I have often heard him say that the multiplicity of means proposed for
advancement towards perfection frequently delays the progress of souls.
They are like travelers uncertain of the way, and who seeing many roads
branching off in different directions stay and waste their time by
enquiring here and there which of them they ought to take in order to
reach their journey's end. He advised people to confine themselves rather
to some special spiritual exercise or virtue, or to some well-chosen
book of piety--for example, to the exercise of the presence of God, or
of submission to His will, or to purity of intention, or some similar
exercise.
Among books, he recommended chiefly, The Spiritual Combat, The Imitation
of Jesus Christ, The Method of Serving God, Grenada, Blosius,
and such like. Among the virtues, as you know well, his favorites
were gentleness and humility, charity--without which others are of no
value--being always pre-supposed.
On this subject of advancement towards perfection, he speaks thus in the
ninth of his Conferences:
"If you ask me, 'What can I do to acquire the love of God?' I answer, Will;
i.e., try to love Him; and instead of setting to work to find out
how you can unite your soul to God, put the thing in practice by a frequent
application of your mind to Him. I assure you that you will arrive much
more quickly at your end by this means than in any other way.
"For the more we pour ourselves out the less recollected we shall be, and
the less capable of union with the Divine Majesty, who would have all we
are without reserve."
He continues: "One actually finds souls who are so busy in thinking how
they shall do a thing that they have no time to do it. And yet, in what
concerns our perfection, which consists in the union of our soul with the
Divine Goodness, there is no question of knowing much; but only of doing."

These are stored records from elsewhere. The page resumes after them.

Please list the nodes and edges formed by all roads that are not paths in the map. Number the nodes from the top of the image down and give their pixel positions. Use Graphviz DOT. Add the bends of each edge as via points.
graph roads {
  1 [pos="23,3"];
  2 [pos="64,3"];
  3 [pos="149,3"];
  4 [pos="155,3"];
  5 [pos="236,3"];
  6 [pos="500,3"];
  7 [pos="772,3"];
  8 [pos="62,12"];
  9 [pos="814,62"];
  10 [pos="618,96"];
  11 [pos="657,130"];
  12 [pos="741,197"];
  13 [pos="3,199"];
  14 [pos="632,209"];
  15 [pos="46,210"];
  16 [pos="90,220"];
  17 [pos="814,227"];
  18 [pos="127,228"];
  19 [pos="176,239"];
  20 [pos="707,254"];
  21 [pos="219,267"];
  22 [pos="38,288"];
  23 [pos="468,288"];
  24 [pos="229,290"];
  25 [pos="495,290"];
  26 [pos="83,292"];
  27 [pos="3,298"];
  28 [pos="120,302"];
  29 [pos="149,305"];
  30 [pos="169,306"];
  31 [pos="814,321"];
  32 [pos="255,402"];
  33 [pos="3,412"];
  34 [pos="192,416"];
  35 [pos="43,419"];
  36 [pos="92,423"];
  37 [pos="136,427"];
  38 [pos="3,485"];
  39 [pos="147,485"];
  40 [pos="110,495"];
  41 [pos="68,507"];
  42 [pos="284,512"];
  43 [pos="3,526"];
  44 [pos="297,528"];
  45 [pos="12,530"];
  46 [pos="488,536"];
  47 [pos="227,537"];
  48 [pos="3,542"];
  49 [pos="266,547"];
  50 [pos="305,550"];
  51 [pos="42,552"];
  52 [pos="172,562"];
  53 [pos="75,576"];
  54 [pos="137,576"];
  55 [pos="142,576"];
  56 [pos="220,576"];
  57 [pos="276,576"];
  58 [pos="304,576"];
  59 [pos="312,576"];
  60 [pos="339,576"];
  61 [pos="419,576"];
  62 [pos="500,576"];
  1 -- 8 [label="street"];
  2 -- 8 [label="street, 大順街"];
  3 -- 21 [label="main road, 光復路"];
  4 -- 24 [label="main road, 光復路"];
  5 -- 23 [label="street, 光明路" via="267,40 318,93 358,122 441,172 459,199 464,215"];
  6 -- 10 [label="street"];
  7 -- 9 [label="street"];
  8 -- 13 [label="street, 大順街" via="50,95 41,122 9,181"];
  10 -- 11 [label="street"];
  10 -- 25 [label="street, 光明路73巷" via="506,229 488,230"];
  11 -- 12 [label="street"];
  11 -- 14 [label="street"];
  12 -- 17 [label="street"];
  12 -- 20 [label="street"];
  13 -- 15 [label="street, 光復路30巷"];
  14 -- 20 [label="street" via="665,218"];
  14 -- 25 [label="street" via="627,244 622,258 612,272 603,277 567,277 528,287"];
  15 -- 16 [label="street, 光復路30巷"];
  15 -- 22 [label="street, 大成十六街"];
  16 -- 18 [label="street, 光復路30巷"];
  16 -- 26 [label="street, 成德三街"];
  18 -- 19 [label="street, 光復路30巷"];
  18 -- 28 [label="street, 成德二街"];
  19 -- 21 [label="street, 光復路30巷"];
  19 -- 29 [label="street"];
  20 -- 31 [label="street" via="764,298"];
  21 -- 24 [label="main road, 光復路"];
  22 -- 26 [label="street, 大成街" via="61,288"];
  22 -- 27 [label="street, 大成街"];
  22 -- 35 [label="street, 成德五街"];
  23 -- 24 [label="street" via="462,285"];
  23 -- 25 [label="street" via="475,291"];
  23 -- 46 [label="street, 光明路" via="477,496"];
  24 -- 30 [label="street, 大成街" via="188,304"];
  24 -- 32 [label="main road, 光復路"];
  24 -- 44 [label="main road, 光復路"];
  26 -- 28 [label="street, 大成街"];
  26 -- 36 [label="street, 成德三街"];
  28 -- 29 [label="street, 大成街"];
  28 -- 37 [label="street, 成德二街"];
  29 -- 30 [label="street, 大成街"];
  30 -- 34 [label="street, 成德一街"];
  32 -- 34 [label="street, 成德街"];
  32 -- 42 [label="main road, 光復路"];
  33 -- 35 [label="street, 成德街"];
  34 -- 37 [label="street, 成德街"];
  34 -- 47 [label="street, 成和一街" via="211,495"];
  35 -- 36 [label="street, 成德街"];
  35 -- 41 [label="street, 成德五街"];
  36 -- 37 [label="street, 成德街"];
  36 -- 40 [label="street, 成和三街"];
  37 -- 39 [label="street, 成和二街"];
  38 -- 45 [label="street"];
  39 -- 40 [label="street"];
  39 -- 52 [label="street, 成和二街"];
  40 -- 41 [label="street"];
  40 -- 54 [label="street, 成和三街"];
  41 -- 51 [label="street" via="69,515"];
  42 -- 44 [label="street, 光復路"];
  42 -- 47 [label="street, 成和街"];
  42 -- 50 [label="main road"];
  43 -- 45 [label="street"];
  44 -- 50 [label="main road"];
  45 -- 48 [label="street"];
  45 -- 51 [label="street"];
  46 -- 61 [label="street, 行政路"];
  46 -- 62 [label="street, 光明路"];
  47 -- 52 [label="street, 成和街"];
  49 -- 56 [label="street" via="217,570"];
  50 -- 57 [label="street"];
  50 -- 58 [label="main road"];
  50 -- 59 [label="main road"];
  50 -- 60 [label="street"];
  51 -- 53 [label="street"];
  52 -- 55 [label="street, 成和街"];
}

Again, in the same Conference, he says: "It seems to me that those of whom
we ask the road to Heaven are very right in answering us as those do who
tell us that, in order to reach such a place, we must just go on putting
one foot before the other, and that by this means we shall arrive where we
desire. Walk ever, we say to these souls so desirous of their perfection,
walk in the way of your vocation with simplicity, more intent on doing than
on desiring. That is the shortest road." "And," he adds, "in aspiring to
union with the Beloved, there is no other secret than to do what we aspire
to--that is, to labor faithfully in the exercise of Divine love."